On apples and crabapples, the bigger risk is cumulative stress. Repeated heavy infections that defoliate a tree year after year weaken it, reduce flowering and fruiting, and leave it more vulnerable to other problems. In Rochester's climate, a crabapple already fighting apple scab on top of rust can lose most of its leaves by August, and that double pressure is what does real long-term harm. Young or recently transplanted trees are the most at risk.
How is cedar-apple rust different from other crabapple leaf diseases?
Rochester crabapples are prone to several look-alike problems, and matching symptoms to the right disease changes the treatment entirely.

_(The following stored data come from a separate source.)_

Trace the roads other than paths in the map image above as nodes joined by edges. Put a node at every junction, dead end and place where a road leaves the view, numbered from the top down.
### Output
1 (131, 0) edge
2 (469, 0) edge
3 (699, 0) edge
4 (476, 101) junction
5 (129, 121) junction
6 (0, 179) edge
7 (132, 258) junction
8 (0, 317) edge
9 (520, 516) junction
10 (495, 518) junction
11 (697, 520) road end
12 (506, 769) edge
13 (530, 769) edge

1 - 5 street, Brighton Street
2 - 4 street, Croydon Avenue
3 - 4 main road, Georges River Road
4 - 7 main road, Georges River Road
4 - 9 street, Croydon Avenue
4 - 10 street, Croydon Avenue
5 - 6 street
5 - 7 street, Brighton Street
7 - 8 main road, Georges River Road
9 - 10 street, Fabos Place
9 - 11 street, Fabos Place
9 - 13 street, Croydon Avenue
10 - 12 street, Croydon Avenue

| Disease | Tell-tale sign | Timing | Main hosts |
|---|---|---|---|
| Cedar-apple rust | Bright orange leaf spots; orange jelly horns on juniper | Spots in late spring, galls erupt in spring rain | Apple, crabapple, juniper |
| Apple scab | Olive-green to black velvety blotches, leaf drop | Cool wet spring | Apple, crabapple |
| Fire blight | Blackened, "burnt," shepherd's-crook shoot tips | Warm, wet bloom period | Pear, apple, crabapple |
Apple scab produces dark fuzzy lesions rather than orange circles, and you can read more in our guide to apple scab on Rochester crabapples. Fire blight is a bacterial disease that scorches and kills shoot tips outright, a very different and more aggressive threat. If you see orange, it is rust; if you see black velvet, think scab; if you see burnt curled tips, suspect fire blight.
How do you manage cedar-apple rust on a Rochester property?
Management is about reducing pressure over time, not eradicating the fungus in one season.
Choose resistant varieties. When planting new crabapples or apples, resistant cultivars are the single most effective long-term tool. Many modern crabapples are bred for strong rust resistance; Cornell-listed performers like 'Prairifire' and 'Adirondack' hold up well in Upstate plantings. Ask your nursery for a rust-resistant cultivar by name.
Reduce nearby junipers where practical. Removing the alternate host within a few hundred feet helps, though it is not a guaranteed cure given how far spores travel. Avoid planting susceptible junipers and Eastern red cedars near valued apples.
Time protective fungicide sprays correctly. On high-value or repeatedly infected trees, fungicides applied to the apple host during the spring infection window (roughly from pink bud through several weeks after bloom) can protect new foliage. These sprays are protective, not curative, so they must go on before symptoms appear. Timing ties directly to local weather: in Rochester the first sprays typically go on around pink bud in late April or early May, before symptoms are visible.
Rake and remove fallen leaves to reduce overall disease load, and keep trees vigorous with sound watering and soil care so they shrug off cosmetic damage.
Want a certified arborist to take a look?
Monster Tree Service of Rochester offers free estimates and a full plant health care program across the Rochester area.
Get a Free Estimate →FAQ
Should I cut down my juniper to stop cedar-apple rust on my crabapple? Usually not. Spores travel long distances, so a single juniper removal seldom solves the problem, and you may lose a healthy tree for nothing. Resistant plant choices and well-timed sprays are more effective.
Why are there orange jelly-like horns on my Eastern red cedar after it rained? Those are the telial horns of cedar-apple rust erupting from overwintering galls. They appear during warm spring rains and release spores that infect nearby apples and crabapples, then dry up and shrivel.
Will cedar-apple rust spread to my other plants? Only to its specific hosts. It moves between junipers and red cedars and apples and crabapples (and related rose-family plants like hawthorn in some closely related rust species). It will not infect your maples, oaks, or perennials.
When is it too late to spray for cedar-apple rust? Protective fungicides work on the apple host during the spring infection window, roughly pink bud through a few weeks after bloom. Once orange spots are fully developed in summer, spraying that season does little. Plan treatment for the following spring.